Uds se imaginan que esa cifra (cuestionamiento hecho a Angie) fuese verdad? cualquier persona con 1/4 dedo de frente la cuestionaría inmediatamente porque se desprende que en una población de 28.833.845 habitantes que ostenta Venezuela en datos del INE hasta el 30 de junio de 2010, el segmento poblacional que pudiese estar armado se ubicaría entre los 5 años hasta los 64, lo que se traduce en 24.287.427 personas.
Los 24.287.427 personas (5-64 años) es dividido entre las supuestas “15 millones de armas ilegales”, arroja una tasa de aproximadamente 60 y 63% de la población armada, traduciéndose en que de cada 8 individuos, aproximadamente 5 podrían estar armados.
Pero si pa que se vea mas dantesca la cifra colocada irresponsablemente por EL DUEÑO del El Nacional (recordar que ni una fuente de cita) la clase E es decir lo mas pobres son aproximadamente unos 8.000.000 de venezolanos y venezolanas, se puede intuir (porque para EL DUEÑO de ese medio y los DUEÑOS de los otros medios, los pobre solo aportan cifras rojas y solo aparecen en las paginas de sucesos) cada persona tiene casi 2 armas, hasta las amas de casa pues. Es creíble esa cifra? para mi mas alla del tufito manipulador de “eres chavista” esa cifra es una gafedad de ciencia ficción.
Pero ademas del cuestionamiento al encabezado se le coloca la foto, algo que si, despierta cierto fetiche-morbo IGUALITO como el que despertaba en muchos la pagina (afortunadamente ya no existe, pero creo que encontraron cobijo en El Nacional) quelacreo.com la foto a destiempo divorciada de la realidad “creada” del encabezado. la foto en cuestion tiene dos versiones en cuanto a fechas (porque esperar hoy para colocarlas?) el CICPC que es de 2006 y EL DUEÑO de El Nacional que es de 2009.

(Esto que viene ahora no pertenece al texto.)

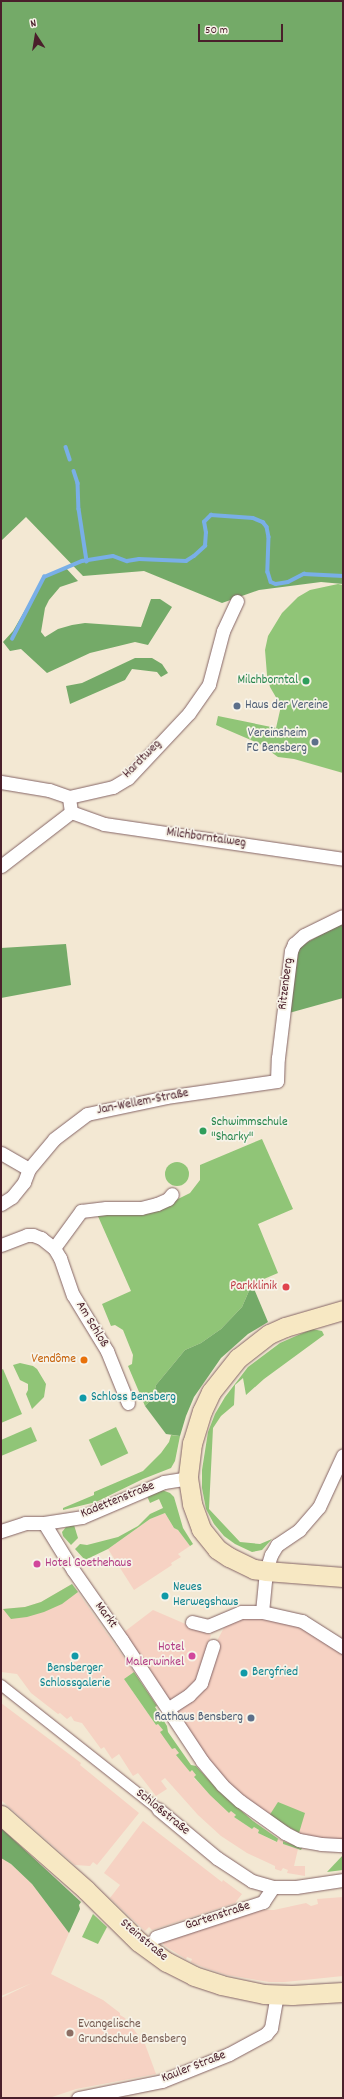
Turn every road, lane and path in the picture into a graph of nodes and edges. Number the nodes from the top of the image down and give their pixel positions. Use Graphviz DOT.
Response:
graph roads {
  1 [pos="237,601"];
  2 [pos="1,782"];
  3 [pos="70,797"];
  4 [pos="71,812"];
  5 [pos="343,859"];
  6 [pos="1,866"];
  7 [pos="343,916"];
  8 [pos="277,1081"];
  9 [pos="1,1153"];
  10 [pos="30,1169"];
  11 [pos="172,1194"];
  12 [pos="1,1204"];
  13 [pos="1,1245"];
  14 [pos="54,1248"];
  15 [pos="343,1310"];
  16 [pos="128,1403"];
  17 [pos="343,1454"];
  18 [pos="188,1478"];
  19 [pos="44,1523"];
  20 [pos="1,1532"];
  21 [pos="266,1571"];
  22 [pos="343,1577"];
  23 [pos="262,1612"];
  24 [pos="192,1622"];
  25 [pos="213,1646"];
  26 [pos="343,1647"];
  27 [pos="1,1685"];
  28 [pos="169,1708"];
  29 [pos="158,1809"];
  30 [pos="1,1815"];
  31 [pos="343,1845"];
  32 [pos="343,1880"];
  33 [pos="273,1886"];
  34 [pos="156,1937"];
  35 [pos="343,1992"];
  36 [pos="277,1995"];
  37 [pos="78,2098"];
  1 -- 3 [label="street, Hardtweg"];
  2 -- 3 [label="street"];
  3 -- 4 [label="street"];
  4 -- 5 [label="street, Milchborntalweg"];
  4 -- 6 [label="street"];
  7 -- 8 [label="street, Ritzenberg"];
  8 -- 10 [label="street, Jan-Wellem-Straße"];
  9 -- 10 [label="street"];
  10 -- 12 [label="street, Jan-Wellem-Straße"];
  11 -- 14 [label="street"];
  13 -- 14 [label="street, Am Schloß"];
  14 -- 16 [label="street, Am Schloß"];
  15 -- 18 [label="main road"];
  17 -- 21 [label="street"];
  18 -- 19 [label="street, Kadettenstraße"];
  18 -- 21 [label="main road"];
  19 -- 20 [label="street, Kadettenstraße"];
  19 -- 28 [label="street, Markt"];
  21 -- 22 [label="main road"];
  21 -- 23 [label="street"];
  23 -- 24 [label="street"];
  23 -- 26 [label="street"];
  25 -- 28 [label="street"];
  27 -- 29 [label="street, Schloßstraße"];
  28 -- 31 [label="street, Markt"];
  29 -- 33 [label="street, Schloßstraße"];
  30 -- 36 [label="main road, Steinstraße"];
  32 -- 33 [label="street, Schloßstraße"];
  33 -- 34 [label="street, Gartenstraße"];
  35 -- 36 [label="main road, Steinstraße"];
  36 -- 37 [label="street, Kauler Straße"];
}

Cual es la intension y es a lo que voy: Los medios no son esa inocentada llena de honestidad que plantea mi linda Angie, no eso nadie en este pais lo compra como argumento para defender a un medio, los medios (casi en su totalidad) son espacios de promoción de ideas, de productos, de mercancia, son simples empresas que se escudan en una receta moral y etica que en este pais NO EXISTE, se amparan en una libertad que ellos no profesan para hacer lo que han hecho: generar odio y desprecio hacia uno u otro bando.
Ademas los medios son vendedores, ellos ocultan realidades que no convienen por razones comerciales, es el caso del Federal la mas evidente de ello, en Globovision se oculto y se OCULTA la estafa del Federal a los ahorristas pero antes que me diga Angie que ese es un medio y El Nacional es otro porque le diria algo tan simple: Porque El Nacional ha escurrido el bulto en ese tema? así como el Universal entre otros? simple, son empresas privadas, no medios que informen que hagan verdad ese falso discurso manipulador e inexistente de la “objetividad, veracidad”
Es tan evidente de que la unica intencionalidad (ademas de malsana) que hubo en la portada de El Nacional es el tweet que escribió horas antes de “fijar” la primera plana (la decide el editor o DUEÑO del medio) escribió:
“Vamos a dar unos ejemplos de pornografía periodística….” en su twitter
El “montaje” es evidente y la intencionalidad tambien, pero cual es mi reclamo? pues que es mas sincero, es mas honesto que el Nacional y su equipo (incluyendote Angie) le digan a la gente algo así como “Miren somos enemigos de Chavez y siendo eso no esperen que nosotros digamos verdades y menos aun resaltemos logros, nuestra intención es que caiga, por lo tanto no hay en este medio objetividad, transparencia y menos aun veracidad alguna ya que somos actores politicos” es mejor eso a que nos caigan (se caigan y peor aun que le caigan a su propia gente) que son lo que no son.
Del resto mi linda Angie, termino diciendo que desde este lado de la acera nos que tengamos la verdad, la verdad se construye no se inventa o se monta con una portada jalada por los cabellos solo para complacer las desquiciada ira de un personaje funesto para el periodismo venezolano como EL DUEÑO de el Nacional.